Your objective » Filter these entries so that only lines with the word "nodes" remain.

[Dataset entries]
↓↓↓

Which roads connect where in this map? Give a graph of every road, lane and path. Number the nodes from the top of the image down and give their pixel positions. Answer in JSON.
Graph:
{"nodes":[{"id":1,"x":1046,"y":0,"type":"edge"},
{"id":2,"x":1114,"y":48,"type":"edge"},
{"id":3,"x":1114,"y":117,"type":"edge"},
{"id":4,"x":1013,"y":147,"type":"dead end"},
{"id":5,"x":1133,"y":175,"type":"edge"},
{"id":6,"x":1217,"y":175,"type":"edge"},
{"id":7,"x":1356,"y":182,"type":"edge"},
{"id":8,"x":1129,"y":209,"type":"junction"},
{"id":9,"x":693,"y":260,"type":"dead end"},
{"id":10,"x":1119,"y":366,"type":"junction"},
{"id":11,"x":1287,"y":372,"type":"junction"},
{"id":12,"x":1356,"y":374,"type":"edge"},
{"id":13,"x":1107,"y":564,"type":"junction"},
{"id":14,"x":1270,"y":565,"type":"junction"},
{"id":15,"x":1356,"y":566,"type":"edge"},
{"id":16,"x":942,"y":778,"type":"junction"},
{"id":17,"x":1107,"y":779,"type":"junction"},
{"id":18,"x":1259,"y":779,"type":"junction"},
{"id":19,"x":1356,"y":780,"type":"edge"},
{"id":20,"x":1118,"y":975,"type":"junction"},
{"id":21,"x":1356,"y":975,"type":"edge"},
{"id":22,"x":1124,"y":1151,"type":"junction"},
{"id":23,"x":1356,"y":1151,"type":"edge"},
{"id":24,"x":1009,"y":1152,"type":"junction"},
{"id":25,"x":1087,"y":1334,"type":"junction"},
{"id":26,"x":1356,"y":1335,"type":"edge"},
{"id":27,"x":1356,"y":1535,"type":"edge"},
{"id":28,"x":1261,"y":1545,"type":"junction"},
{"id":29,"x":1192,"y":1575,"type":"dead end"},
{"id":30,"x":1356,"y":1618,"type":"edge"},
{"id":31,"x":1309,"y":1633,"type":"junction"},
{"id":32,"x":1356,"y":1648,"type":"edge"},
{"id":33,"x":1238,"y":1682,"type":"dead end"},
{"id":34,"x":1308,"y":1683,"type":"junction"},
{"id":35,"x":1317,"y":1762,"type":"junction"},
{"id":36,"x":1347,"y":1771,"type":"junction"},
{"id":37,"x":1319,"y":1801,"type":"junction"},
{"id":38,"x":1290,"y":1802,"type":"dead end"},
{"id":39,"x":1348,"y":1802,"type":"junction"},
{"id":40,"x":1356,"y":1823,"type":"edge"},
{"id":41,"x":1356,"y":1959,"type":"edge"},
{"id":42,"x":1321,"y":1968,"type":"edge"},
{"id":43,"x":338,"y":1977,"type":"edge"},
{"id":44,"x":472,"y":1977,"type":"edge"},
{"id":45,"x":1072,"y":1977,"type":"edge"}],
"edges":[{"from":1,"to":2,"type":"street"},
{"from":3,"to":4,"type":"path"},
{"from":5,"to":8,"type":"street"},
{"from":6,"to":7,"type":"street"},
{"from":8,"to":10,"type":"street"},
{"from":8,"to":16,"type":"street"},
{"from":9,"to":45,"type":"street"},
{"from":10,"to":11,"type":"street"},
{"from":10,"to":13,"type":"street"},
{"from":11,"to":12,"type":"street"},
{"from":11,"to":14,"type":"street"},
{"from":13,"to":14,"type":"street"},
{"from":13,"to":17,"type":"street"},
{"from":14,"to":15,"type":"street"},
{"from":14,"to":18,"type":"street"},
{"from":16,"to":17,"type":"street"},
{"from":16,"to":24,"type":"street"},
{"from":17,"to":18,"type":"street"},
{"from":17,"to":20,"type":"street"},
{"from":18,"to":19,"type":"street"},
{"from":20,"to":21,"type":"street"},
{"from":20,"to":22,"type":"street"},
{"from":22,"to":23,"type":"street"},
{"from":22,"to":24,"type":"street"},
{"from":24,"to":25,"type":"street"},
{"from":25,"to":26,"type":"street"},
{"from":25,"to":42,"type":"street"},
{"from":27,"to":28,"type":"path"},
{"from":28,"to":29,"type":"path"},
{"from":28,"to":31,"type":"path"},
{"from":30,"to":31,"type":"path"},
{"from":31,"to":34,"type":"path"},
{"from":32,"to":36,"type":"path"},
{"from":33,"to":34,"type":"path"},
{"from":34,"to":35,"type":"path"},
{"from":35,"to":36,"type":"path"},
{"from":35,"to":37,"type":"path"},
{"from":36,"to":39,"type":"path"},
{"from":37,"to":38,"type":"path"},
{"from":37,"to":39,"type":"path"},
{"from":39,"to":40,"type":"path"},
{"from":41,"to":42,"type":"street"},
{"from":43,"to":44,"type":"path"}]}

↑↑↑

Written answer »
Which roads connect where in this map? Give a graph of every road, lane and path. Number the nodes from the top of the image down and give their pixel positions. Answer in JSON.
{"nodes":[{"id":1,"x":1046,"y":0,"type":"edge"},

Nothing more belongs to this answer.